▶ What you are asked to do: Your answer must be a word-for-word copy of the listing below, minus its pictures.

▶ Material supplied:
== Segment start ==
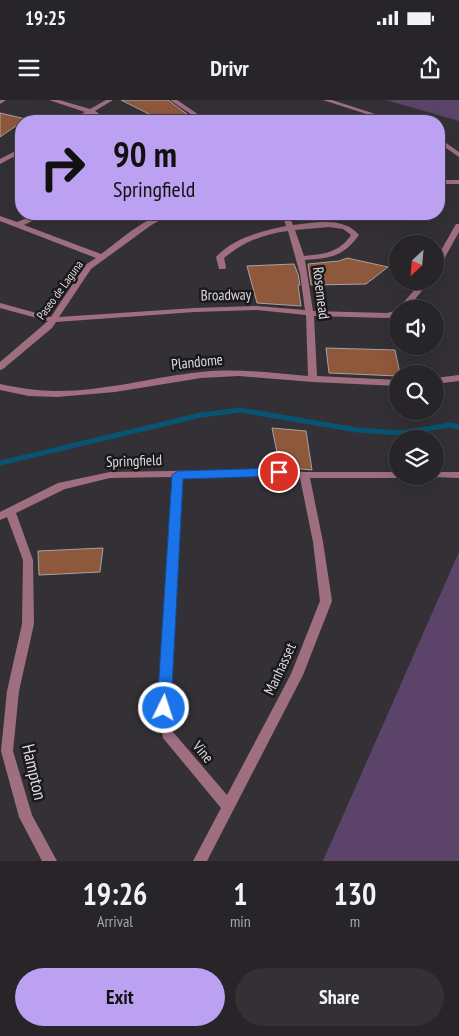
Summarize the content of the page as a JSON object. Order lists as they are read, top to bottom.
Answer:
{
  "streets": {
    "street": [
      "Paseo de Laguna",
      "Rosemead",
      "Broadway",
      "Plandome",
      "Springfield",
      "Manhasset",
      "Vine",
      "Hampton"
    ]
  },
  "crossings": [
    ["Paseo de Laguna", "Broadway"],
    ["Rosemead", "Broadway"],
    ["Rosemead", "Plandome"],
    ["Springfield", "Manhasset"],
    ["Springfield", "Vine"],
    ["Springfield", "Hampton"],
    ["Manhasset", "Vine"]
  ],
  "north": "bottom left",
  "page": {
    "status": "19:25",
    "header": "Drivr",
    "turn": ["90 m", "Springfield"],
    "eta": [
      "19:26",
      "Arrival",
      "1",
      "min",
      "130",
      "m"
    ],
    "buttons": ["Exit", "Share"]
  }
}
== Segment end ==
▶ Answer for the task:
Summarize the content of the page as a JSON object. Order lists as they are read, top to bottom.
Answer:
{
  "streets": {
    "street": [
      "Paseo de Laguna",
      "Rosemead",
      "Broadway",
      "Plandome",
      "Springfield",
      "Manhasset",
      "Vine",
      "Hampton"
    ]
  },
  "crossings": [
    ["Paseo de Laguna", "Broadway"],
    ["Rosemead", "Broadway"],
    ["Rosemead", "Plandome"],
    ["Springfield", "Manhasset"],
    ["Springfield", "Vine"],
    ["Springfield", "Hampton"],
    ["Manhasset", "Vine"]
  ],
  "north": "bottom left",
  "page": {
    "status": "19:25",
    "header": "Drivr",
    "turn": ["90 m", "Springfield"],
    "eta": [
      "19:26",
      "Arrival",
      "1",
      "min",
      "130",
      "m"
    ],
    "buttons": ["Exit", "Share"]
  }
}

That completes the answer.